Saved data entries

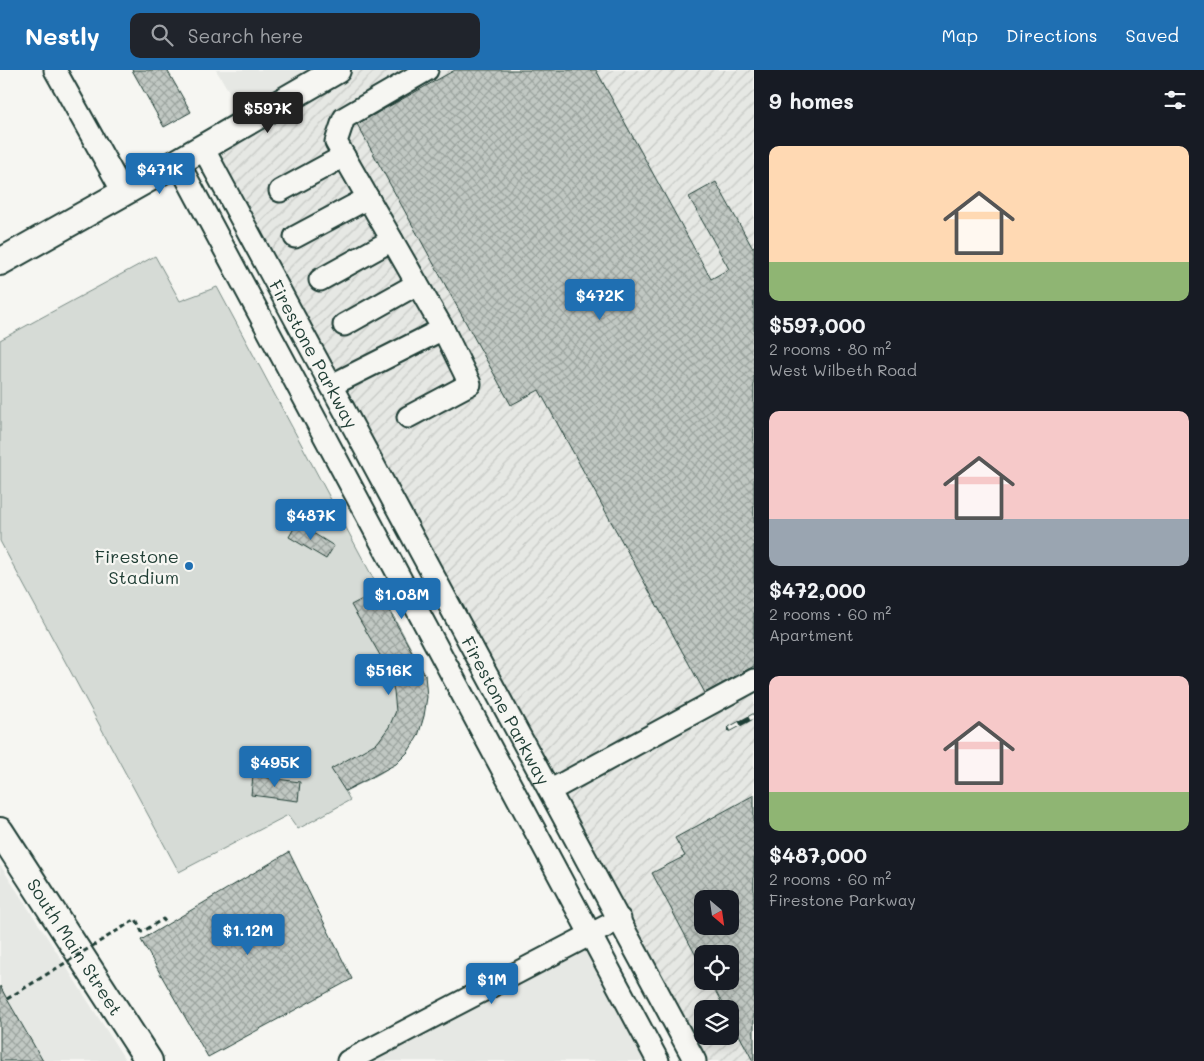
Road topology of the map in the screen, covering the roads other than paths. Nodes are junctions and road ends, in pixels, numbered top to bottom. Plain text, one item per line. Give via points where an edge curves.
1 (55, 70) edge
2 (336, 70) edge
3 (427, 70) edge
4 (203, 148) junction
5 (344, 156) junction
6 (178, 162) junction
7 (280, 191) dead end
8 (123, 192) junction
9 (368, 198) junction
10 (295, 237) dead end
11 (392, 240) junction
12 (0, 262) edge
13 (320, 280) dead end
14 (417, 284) junction
15 (344, 324) dead end
16 (443, 329) junction
17 (332, 386) junction
18 (408, 417) dead end
19 (754, 680) edge
20 (551, 790) junction
21 (0, 831) edge
22 (620, 919) junction
23 (590, 933) junction
24 (149, 1061) edge
25 (348, 1061) edge
26 (658, 1061) edge
27 (696, 1061) edge

1 - 8 street
2 - 4 main road
3 - 5 street via 344,118 336,142
4 - 6 main road
4 - 17 street, Firestone Parkway
5 - 7 street
5 - 9 street
6 - 8 main road
6 - 23 street, Firestone Parkway
8 - 12 main road
9 - 10 street
9 - 11 street
11 - 13 street
11 - 14 street
14 - 15 street
14 - 16 street
16 - 17 street
16 - 18 street via 470,384
17 - 20 street, Firestone Parkway
19 - 20 street
20 - 22 street, Firestone Parkway
21 - 24 main road, South Main Street
22 - 23 street
22 - 27 street, Firestone Parkway
23 - 25 street
23 - 26 street, Firestone Parkway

ABOUT THIS EXERCISE
The images are to be left out while the entries are written out exactly.

SOLUTION TO THE PROBLEM
Road topology of the map in the screen, covering the roads other than paths. Nodes are junctions and road ends, in pixels, numbered top to bottom. Plain text, one item per line. Give via points where an edge curves.
1 (55, 70) edge
2 (336, 70) edge
3 (427, 70) edge
4 (203, 148) junction
5 (344, 156) junction
6 (178, 162) junction
7 (280, 191) dead end
8 (123, 192) junction
9 (368, 198) junction
10 (295, 237) dead end
11 (392, 240) junction
12 (0, 262) edge
13 (320, 280) dead end
14 (417, 284) junction
15 (344, 324) dead end
16 (443, 329) junction
17 (332, 386) junction
18 (408, 417) dead end
19 (754, 680) edge
20 (551, 790) junction
21 (0, 831) edge
22 (620, 919) junction
23 (590, 933) junction
24 (149, 1061) edge
25 (348, 1061) edge
26 (658, 1061) edge
27 (696, 1061) edge

1 - 8 street
2 - 4 main road
3 - 5 street via 344,118 336,142
4 - 6 main road
4 - 17 street, Firestone Parkway
5 - 7 street
5 - 9 street
6 - 8 main road
6 - 23 street, Firestone Parkway
8 - 12 main road
9 - 10 street
9 - 11 street
11 - 13 street
11 - 14 street
14 - 15 street
14 - 16 street
16 - 17 street
16 - 18 street via 470,384
17 - 20 street, Firestone Parkway
19 - 20 street
20 - 22 street, Firestone Parkway
21 - 24 main road, South Main Street
22 - 23 street
22 - 27 street, Firestone Parkway
23 - 25 street
23 - 26 street, Firestone Parkway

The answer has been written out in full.